Pork ‘noodles’, piggy tea, mustards, kombu and shony

This beguiling dish from Alyn Williams features noodles, but not as you might know them - using strips of compressed pork skin. An aromatic broth of seaweed and herbs adds even more interest to this pork skin noodles recipe.

First published in 2015




Pig skin noodles

Pork broth

To clarify the stock



  • Food processor or blender
  • Muslin cloth
  • Blowtorch
  • Fine strainer


Begin by preparing the pig skin. Use a sharp knife to remove as much fat from the inside of the belly skin as possible. Turn over and use a blowtorch to burn off any hairs
Place into a suitable container, so that the skin lies flat, and cover generously with rock salt. Seal with cling film and allow to cure for 2 hours in the fridge. Remove from the fridge and wash thoroughly under cold water. Pat dry, cut into 3 12cm squares and set aside while you prepare the marinade
For the marinade, combine all of the ingredients in a suitable saucepan and place over a medium heat. Stir occasionally as the marinade comes to the boil and ensure the sugar is completely dissolved
Remove from the heat and allow to infuse as it cools. Once it has cooled to room temperature, pour over the pig skin squares and leave to marinate in the fridge for 24 hours
Once ready to cook the skin, preheat the oven to 110°C
Remove from the fridge and place in a baking dish. Cook for 2 1/2 hours until the skin is very soft and gelatinous in texture. Remove, allow to cool and strain off the wine, reserving for the broth
Taking great care as it will be very gelatinous, place each piece on top of each other to form a uniform 3 layered square. Carefully place into a freezer bag and store on a tray pressed down with weights in the fridge for 12 hours
In the restaurant, Alyn will freeze the skin and use a meat slicer to make the 'noodles'. However, at home, once the pig skin is completely cool, remove from the freezer bag and use a hot sharp knife to slice into very thin 1-2mm strips. Cover and place in the fridge until required
For the pork consommé, place a large saucepan over a high heat and add a good dash of vegetable oil. Once the oil is hot, add the pork offcuts and cook until dark golden brown. Use a slotted spoon to remove the meat
  • vegetable oil
  • 500g of pork, off-cuts
In the same pan, add the oil and all the vegetables, cooking until they reach a dark golden colour. Add the thyme and bay and return the browned pork to the pan
Season with black pepper and salt and add the vinegar and soy. Reduce by 1/3 and add the chicken stock. Ensure the chicken stock is at room temperature when added in order to extract optimum flavour
Bring to the boil, skim away any scum that has risen to the surface and reduce to a simmer. Continue to simmer for 30-40 minutes, tasting every few minutes towards the end of this process until the sauce concentrates in flavour and is nicely balanced
Add the reserved cooking liquid/marinade from the pig skin braise, remove from the heat and allow to cool. After 10 minutes, strain through a fine strainer and again through muslin
This process should yield 1200-1400ml of broth. Allow to cool and set aside in the fridge until required
To clarify the pork broth, place all of the ingredients, apart from the egg whites, into a food processor with a blade attachment. Pulse until all of the ingredients are combined but not turned to mush.
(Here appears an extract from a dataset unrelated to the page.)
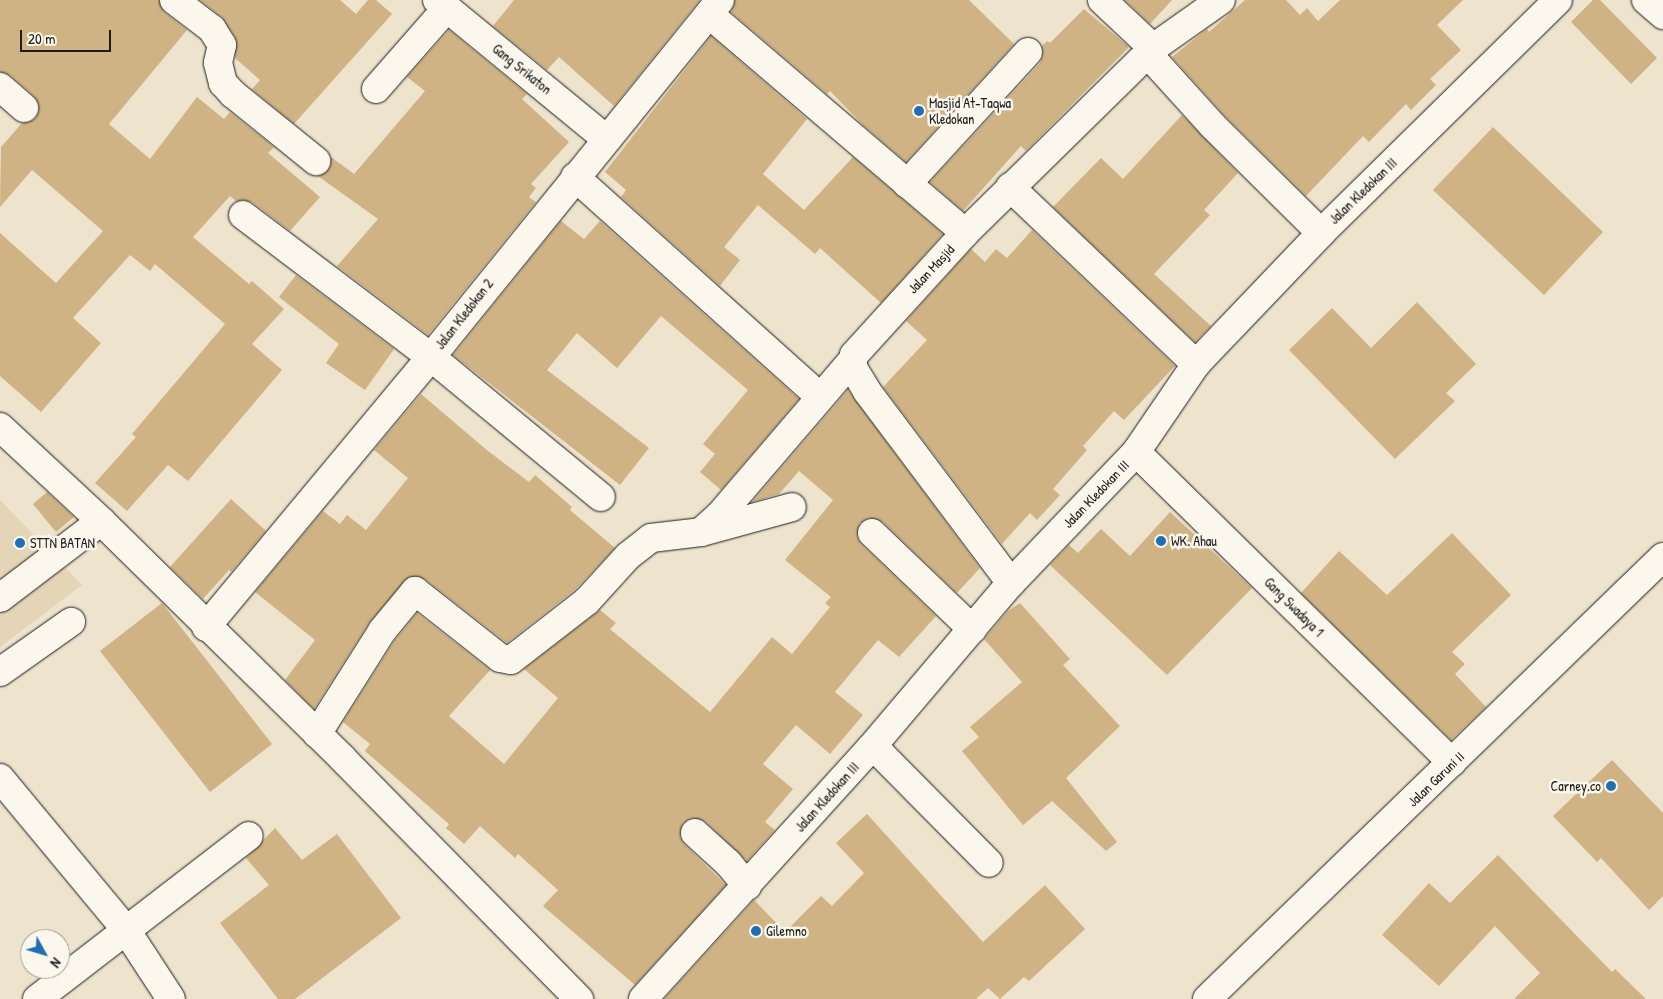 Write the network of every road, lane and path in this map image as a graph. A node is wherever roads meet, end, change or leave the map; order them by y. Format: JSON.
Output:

Add the egg white and pulse again to just combine
Add the cold pork broth to a saucepan and mix in the pork mince mixture. Place over a medium heat and bring to a simmer, stirring the base of pan to stop the mix catching and burning
Once the proteins in the mixture start to set, the raft should start to rise to the surface. During this time, ensure the mix is moving at a gentle simmer, turning the pot every 10 minutes for 45-60 minutes to ensure the distribution of heat is even
Using a wide slotted spoon, carefully remove the raft. Strain the leftover clear liquid through a fine strainer and again through muslin cloth that has been folded over 8 times. Cool and set aside until required
To prepare the teapot diffuser, add a little dried marjoram, wild garlic, coriander stalks, chervil, shony and kombu. Warm the consommé, pour through the diffuser into the teapot and set aside while you prepare the bowls
Add 4-5 slices of the pig skin noodles to each bowl and garnish with seasonal herbs such as mustard cress, marjoram and mustard flowers, or you can use other herbs such as chervil. Pour the hot infused consommé into each bowl and serve warm
First published in 2015

Alyn Williams has worked at some of the very best kitchens in Britain, training for many years under Marcus Wareing and Gordon Ramsay. His plates display his own unique culinary personality – brilliantly accomplished, playful and with remarkable interplay of flavours.